2.4. Gemäss § 35 Abs. 1 des damaligen Gesetzes über die Jugendstrafrechtspflege sorgte das Jugendamt als Abteilung der Vormundschaftsbehörde im Rahmen des Vollzugs einer jugendstrafrechtlichen Massnahme für die Durchführung der angeordneten besonderen Behandlung und der Weisungen und überwacht in allen Fällen die Erziehung, die besondere Behandlung und die weitere Entwicklung. Gemäss Abs. 2 der genannten Bestimmung berichtete das Jugendamt über das Verhalten des Jugendlichen an die Behörde, die über weitere Massnahmen zu entscheiden hatte, stellte ihr seine Anträge und traf die nötigen vorläufigen Anordnungen. Diese Kompetenz zur vorläufigen Anordnung nötiger Massnahmen nahm die Vormundschaftsbehörde mit der streitgegenständlichen Verfügung vom 14.09.1982 wahr. Sie handelte daher entgegen der Auffassung des Beschwerdeführers im Rahmen ihrer Kompetenz. 

2.5. Daraus folgt, dass entgegen der Auffassung des Beschwerdeführers keine Anhaltspunkte für eine Nichtigkeit der streitgegenständlichen Verfügung der Vormundschaftsbehörde vom 14.09.1982 bestehen. Selbst wenn auf die Beschwerde hätte eingetreten werden können, hätte sie mithin abgewiesen werden müssen.

 Die erwähnten Anträge und das daraus folgende Handeln entbehrt jeglicher Verständlichkeit. Das heisst es gibt weder  in den Akten noch in der damaligen Gesetzgebung einen Anhaltspunkte dafür.  Eine besondere Behandlung musste von der Jugendstrafkammer gemäss §85 StGB angeordnet werden. Dabei handelte es sich um eine Unterbringung wegen psychische Störungen, welche gemäss § 7 JuStG eine Unterbringung in der Psychiatrischen Klinik erforderlich machte. Eine besondere Behandlung war weder vom Psychiater empfohlen noch gerichtlich angeordnet.

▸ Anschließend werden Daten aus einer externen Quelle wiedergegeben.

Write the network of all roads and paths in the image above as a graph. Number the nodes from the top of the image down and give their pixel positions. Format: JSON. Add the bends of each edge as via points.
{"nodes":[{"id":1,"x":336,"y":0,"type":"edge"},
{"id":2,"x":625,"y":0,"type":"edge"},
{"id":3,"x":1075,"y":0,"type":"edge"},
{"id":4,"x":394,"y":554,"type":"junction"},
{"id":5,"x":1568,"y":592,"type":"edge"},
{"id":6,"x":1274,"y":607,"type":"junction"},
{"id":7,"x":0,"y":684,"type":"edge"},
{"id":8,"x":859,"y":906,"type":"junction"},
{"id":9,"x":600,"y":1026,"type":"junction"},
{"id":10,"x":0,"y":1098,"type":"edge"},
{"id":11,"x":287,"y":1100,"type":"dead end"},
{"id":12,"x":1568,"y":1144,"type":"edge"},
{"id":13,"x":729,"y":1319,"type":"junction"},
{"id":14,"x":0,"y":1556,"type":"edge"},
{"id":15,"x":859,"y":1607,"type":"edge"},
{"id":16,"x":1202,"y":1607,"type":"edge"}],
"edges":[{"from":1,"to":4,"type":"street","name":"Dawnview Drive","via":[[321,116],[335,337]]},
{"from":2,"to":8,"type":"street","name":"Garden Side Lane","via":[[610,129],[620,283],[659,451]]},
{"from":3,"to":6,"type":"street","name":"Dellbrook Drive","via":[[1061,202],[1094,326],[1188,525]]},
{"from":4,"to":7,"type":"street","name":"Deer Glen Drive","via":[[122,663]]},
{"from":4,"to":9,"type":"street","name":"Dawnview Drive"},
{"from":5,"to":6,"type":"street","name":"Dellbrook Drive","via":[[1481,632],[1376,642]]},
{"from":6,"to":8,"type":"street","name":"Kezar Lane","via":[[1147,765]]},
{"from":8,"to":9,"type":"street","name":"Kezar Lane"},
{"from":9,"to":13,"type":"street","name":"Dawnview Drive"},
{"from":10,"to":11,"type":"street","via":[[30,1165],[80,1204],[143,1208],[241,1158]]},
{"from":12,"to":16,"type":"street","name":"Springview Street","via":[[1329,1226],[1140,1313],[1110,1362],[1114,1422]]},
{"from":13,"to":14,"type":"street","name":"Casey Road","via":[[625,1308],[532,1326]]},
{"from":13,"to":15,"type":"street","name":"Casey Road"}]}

§ 35 Abs. 1 gilt bei Kindern nur für Art. 86bis Abs. 1 StGB). Alle übrigen Massnahmen, nach § 35 Abs. 2 JuStG, welche der vollziehenden Behörde zur Verfügung standen setzten ein Mindestalter von 16 Jahren voraus und setzte eine Massnahme gemäss Art. 91 Ziff. 1 StGB voraus. Eine Einschliessung war - ohne Haftbefehl - für maximal einen Monat gestattet (für Jugendliche). § 31 a-h JuStG regelte die Zuständigkeit der Jugendstrafkammer als 3er Gericht und § 31 i - p JuStG regelte die Zuständigkeit des Präsidenten der Jugendstrafkammer.